Complicato? Nemmeno troppo: il teatro tende sempre a replicare gli stessi schemi. Solo che questa premessa, raccontata in scena in modo intrigante con alberi genealogici, flashback di Salome bambina, il paggio trasformato in una governante silenziosa che tutto sa, non spiega davvero come mai Salome alla fine chieda al Tetrarca la testa di Jochanaan. Meglio affidarsi allora all’enigma dei simboli, delle irruzioni liberty di angeli luciferini che starebbero benissimo a villa Stuck, di una luna nera minacciosa che spunta attirando sventure coi suoi poteri gravitazionali, dei segni di un rituale che deve essere compiuto e non lascerà scampo. La testa di Jochanaan appare nel finale come un astro art nouveau, prima che l’intera scena collassi inghiottendo la protagonista ormai all’apice del suo delirio.
In questa raffica di idee, di soluzioni visive e drammaturgiche, tutto è affrontato con un controllo tale che, se volessimo trovare un difetto allo spettacolo, sarebbe proprio in un eccesso di lucidità. Tant’è che a conti fatti è proprio l’erotismo il grande assente di questa lettura. Non per dimenticanza, ma perché forse, per Michieletto, in Salome non c’è un principio di piacere che la guidi, non c’è la necessità di un passaggio verso un’altra età meno innocente: perché tutto viene ricondotto a un trauma, ingombrante e distruttivo, e lo scopo del dramma diventa farci i conti, a qualunque costo.

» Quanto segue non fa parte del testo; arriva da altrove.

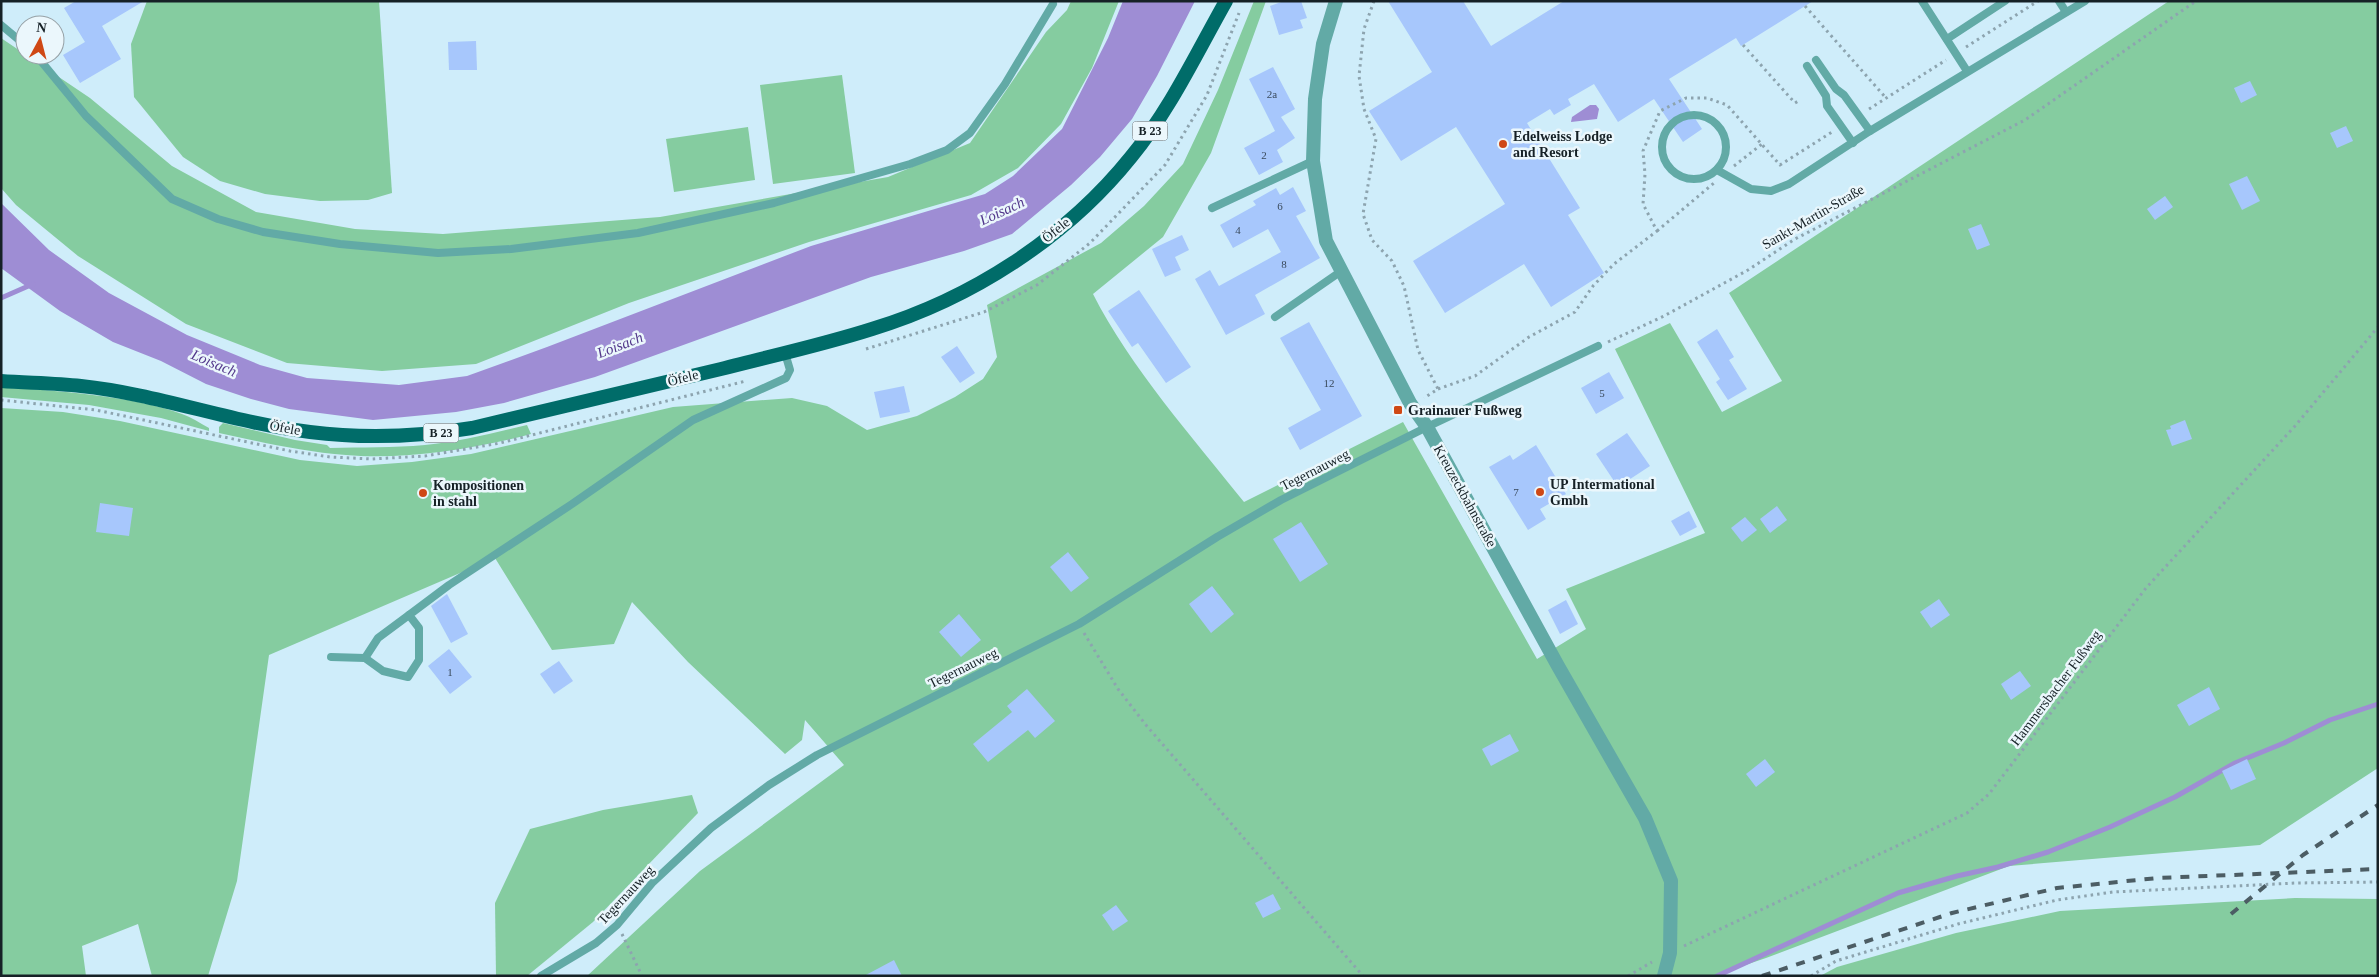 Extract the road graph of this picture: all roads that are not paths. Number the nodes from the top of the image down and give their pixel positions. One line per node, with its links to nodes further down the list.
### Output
1 (1226, 1): 24 (main road, Öfele / B 23)
2 (1336, 1): 18 (street, Kreuzeckbahnstraße)
3 (1922, 1): 11 (lane)
4 (2005, 1): 11 (lane)
5 (2059, 1): 8 (lane)
6 (2085, 1): 8 (lane)
7 (1053, 4): 13 (lane)
8 (2066, 12): 15 (lane)
9 (1, 25): 10 (lane)
10 (15, 37)
11 (1947, 39): 15 (lane)
12 (1816, 60): 16 (lane)
13 (44, 65)
14 (1807, 66): 17 (lane)
15 (1967, 71): 16 (lane)
16 (1870, 131): 17 (lane)
17 (1853, 143): 19 (lane)
18 (1313, 161): 20 (lane); 21 (street, Kreuzeckbahnstraße)
19 (1720, 172): 19 (lane)
20 (1212, 208)
21 (1340, 272): 22 (lane); 26 (street, Kreuzeckbahnstraße)
22 (1275, 317)
23 (1598, 346): 26 (lane)
24 (785, 353): 25 (main road, Öfele / B 23); 27 (lane)
25 (1, 381)
26 (1427, 427): 30 (lane, Tegernauweg); 31 (street, Kreuzeckbahnstraße)
27 (409, 615): 29 (lane); 29 (lane)
28 (331, 657): 29 (lane)
29 (366, 658)
30 (541, 976)
31 (1664, 976)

Questa visione così nitida di Salome, in un certo senso “a ritroso”, sembra anche la stessa di Riccardo Chailly, che ricostruisce con il suo gesto, quasi geometricamente, ogni pagina della partitura, tenendosi sempre un passo indietro rispetto all’attrazione fatale di certi passaggi, e concedendosi di più inaspettatamente in altri. Così non sorprende che più ancora della “danza dei sette veli” sia magnifico il quintetto degli ebrei, con i suoi toni grotteschi e nevrotici, unico segno della presenza di un mondo esterno in questa tragedia dell’interiorità. Elena Stikhina, bellissimi occhi verdi perfetti per il punto di viola del costume di Carla Teti, funziona paradossalmente più per quello che non fa che per quello che fa, per la sua compostezza straniante e un po’ brechtiana. Ottimo anche l’Erode di Gerhard Siegel. Completano il cast Linda Watson, Wolfgang Koch, Attilio Glaser e Lioba Braun.